_AIM OF THE EXERCISE:_
An identical copy of all records below is to be written out.

_SUPPLIED RECORDS:_
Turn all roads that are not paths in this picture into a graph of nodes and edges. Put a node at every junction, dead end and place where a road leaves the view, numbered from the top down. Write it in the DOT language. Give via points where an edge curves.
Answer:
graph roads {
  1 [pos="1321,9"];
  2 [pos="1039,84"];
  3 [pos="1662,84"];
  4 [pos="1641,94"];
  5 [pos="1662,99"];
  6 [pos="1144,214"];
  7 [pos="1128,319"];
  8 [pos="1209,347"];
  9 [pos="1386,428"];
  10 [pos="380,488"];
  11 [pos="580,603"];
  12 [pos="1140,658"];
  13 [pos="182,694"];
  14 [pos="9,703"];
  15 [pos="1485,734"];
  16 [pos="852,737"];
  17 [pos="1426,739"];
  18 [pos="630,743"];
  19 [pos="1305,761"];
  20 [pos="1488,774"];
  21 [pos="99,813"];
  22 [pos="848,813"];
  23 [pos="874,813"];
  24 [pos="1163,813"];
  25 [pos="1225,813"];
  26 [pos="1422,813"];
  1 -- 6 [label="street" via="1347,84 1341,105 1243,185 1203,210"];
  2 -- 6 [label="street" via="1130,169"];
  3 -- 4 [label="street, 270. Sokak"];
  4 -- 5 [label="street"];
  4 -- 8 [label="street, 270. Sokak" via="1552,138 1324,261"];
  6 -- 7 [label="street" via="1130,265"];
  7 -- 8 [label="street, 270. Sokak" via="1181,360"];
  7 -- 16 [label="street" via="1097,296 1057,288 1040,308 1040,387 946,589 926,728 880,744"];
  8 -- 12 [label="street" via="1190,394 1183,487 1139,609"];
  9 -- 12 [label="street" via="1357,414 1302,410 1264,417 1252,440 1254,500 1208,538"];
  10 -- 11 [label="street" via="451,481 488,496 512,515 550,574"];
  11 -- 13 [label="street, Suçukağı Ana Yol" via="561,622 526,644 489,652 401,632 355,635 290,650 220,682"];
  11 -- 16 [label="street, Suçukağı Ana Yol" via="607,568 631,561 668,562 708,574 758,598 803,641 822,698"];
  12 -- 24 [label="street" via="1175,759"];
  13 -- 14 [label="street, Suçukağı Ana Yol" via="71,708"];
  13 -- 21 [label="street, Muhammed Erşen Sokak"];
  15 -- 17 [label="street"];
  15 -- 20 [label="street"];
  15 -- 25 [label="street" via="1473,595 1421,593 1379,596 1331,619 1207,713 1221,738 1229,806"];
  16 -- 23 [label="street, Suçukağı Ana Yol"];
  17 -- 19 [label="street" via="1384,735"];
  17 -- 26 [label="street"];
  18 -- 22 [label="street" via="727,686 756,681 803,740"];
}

_RESULT OF THIS TASK:_
Turn all roads that are not paths in this picture into a graph of nodes and edges. Put a node at every junction, dead end and place where a road leaves the view, numbered from the top down. Write it in the DOT language. Give via points where an edge curves.
Answer:
graph roads {
  1 [pos="1321,9"];
  2 [pos="1039,84"];
  3 [pos="1662,84"];
  4 [pos="1641,94"];
  5 [pos="1662,99"];
  6 [pos="1144,214"];
  7 [pos="1128,319"];
  8 [pos="1209,347"];
  9 [pos="1386,428"];
  10 [pos="380,488"];
  11 [pos="580,603"];
  12 [pos="1140,658"];
  13 [pos="182,694"];
  14 [pos="9,703"];
  15 [pos="1485,734"];
  16 [pos="852,737"];
  17 [pos="1426,739"];
  18 [pos="630,743"];
  19 [pos="1305,761"];
  20 [pos="1488,774"];
  21 [pos="99,813"];
  22 [pos="848,813"];
  23 [pos="874,813"];
  24 [pos="1163,813"];
  25 [pos="1225,813"];
  26 [pos="1422,813"];
  1 -- 6 [label="street" via="1347,84 1341,105 1243,185 1203,210"];
  2 -- 6 [label="street" via="1130,169"];
  3 -- 4 [label="street, 270. Sokak"];
  4 -- 5 [label="street"];
  4 -- 8 [label="street, 270. Sokak" via="1552,138 1324,261"];
  6 -- 7 [label="street" via="1130,265"];
  7 -- 8 [label="street, 270. Sokak" via="1181,360"];
  7 -- 16 [label="street" via="1097,296 1057,288 1040,308 1040,387 946,589 926,728 880,744"];
  8 -- 12 [label="street" via="1190,394 1183,487 1139,609"];
  9 -- 12 [label="street" via="1357,414 1302,410 1264,417 1252,440 1254,500 1208,538"];
  10 -- 11 [label="street" via="451,481 488,496 512,515 550,574"];
  11 -- 13 [label="street, Suçukağı Ana Yol" via="561,622 526,644 489,652 401,632 355,635 290,650 220,682"];
  11 -- 16 [label="street, Suçukağı Ana Yol" via="607,568 631,561 668,562 708,574 758,598 803,641 822,698"];
  12 -- 24 [label="street" via="1175,759"];
  13 -- 14 [label="street, Suçukağı Ana Yol" via="71,708"];
  13 -- 21 [label="street, Muhammed Erşen Sokak"];
  15 -- 17 [label="street"];
  15 -- 20 [label="street"];
  15 -- 25 [label="street" via="1473,595 1421,593 1379,596 1331,619 1207,713 1221,738 1229,806"];
  16 -- 23 [label="street, Suçukağı Ana Yol"];
  17 -- 19 [label="street" via="1384,735"];
  17 -- 26 [label="street"];
  18 -- 22 [label="street" via="727,686 756,681 803,740"];
}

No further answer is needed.